Records for processing:
=====

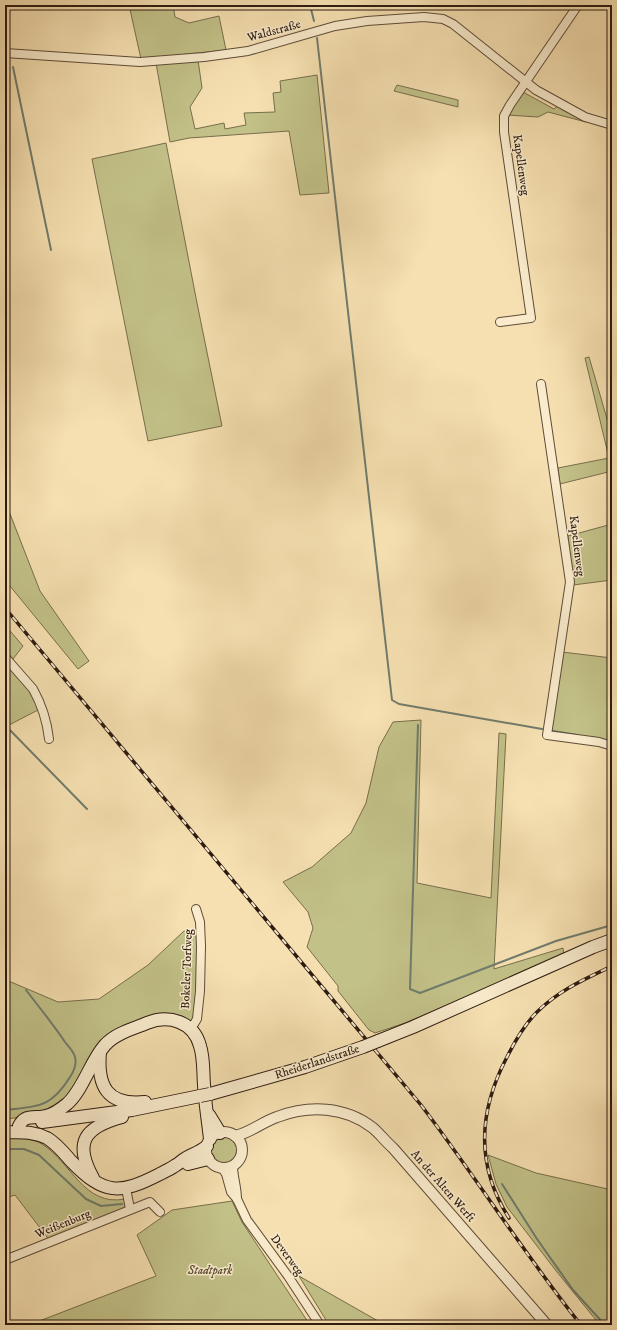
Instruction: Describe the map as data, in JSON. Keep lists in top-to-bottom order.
{
  "streets": {
    "main road": ["Rheiderlandstraße"],
    "street": [
      "Waldstraße",
      "Kapellenweg",
      "Bokeler Torfweg",
      "An der Alten Werft",
      "Weißenburg",
      "Deverweg"
    ]
  },
  "crossings": [
    ["Waldstraße", "Kapellenweg"],
    ["An der Alten Werft", "Deverweg"]
  ],
  "parks": ["Stadtpark"]
}
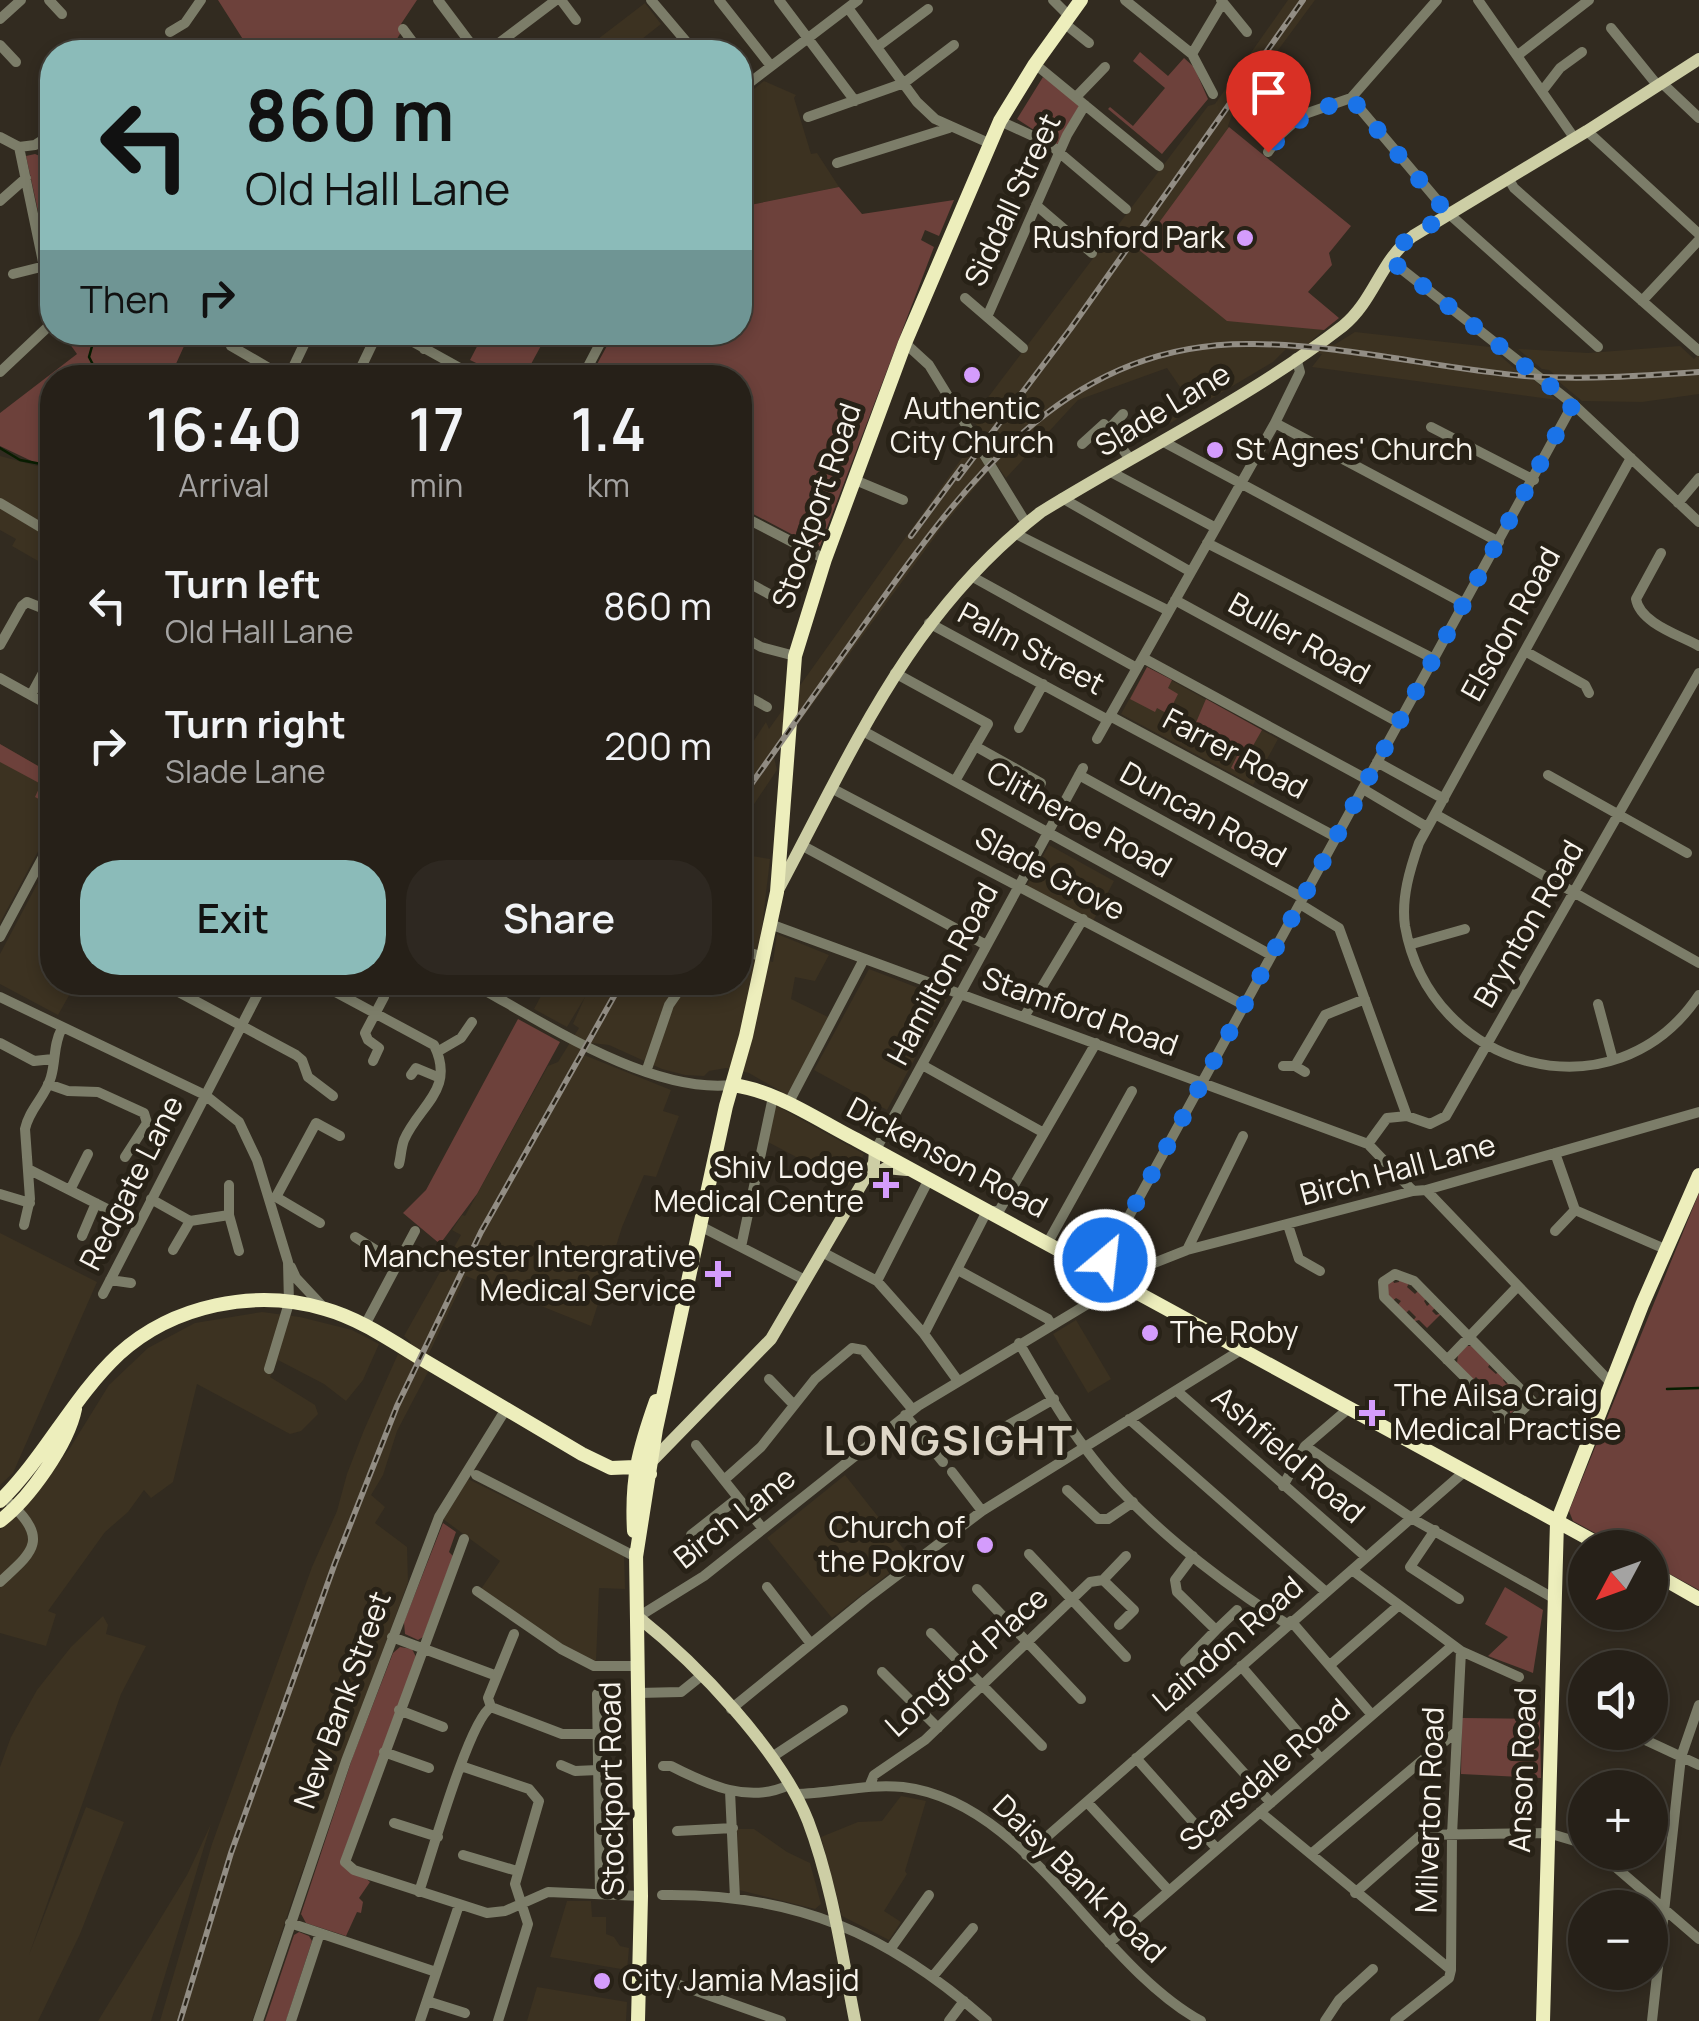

=====

What the task requires: The whole listing must come back verbatim, with no pictures included.

Worked solution:
Instruction: Describe the map as data, in JSON. Keep lists in top-to-bottom order.
{
  "streets": {
    "main road": ["Rheiderlandstraße"],
    "street": [
      "Waldstraße",
      "Kapellenweg",
      "Bokeler Torfweg",
      "An der Alten Werft",
      "Weißenburg",
      "Deverweg"
    ]
  },
  "crossings": [
    ["Waldstraße", "Kapellenweg"],
    ["An der Alten Werft", "Deverweg"]
  ],
  "parks": ["Stadtpark"]
}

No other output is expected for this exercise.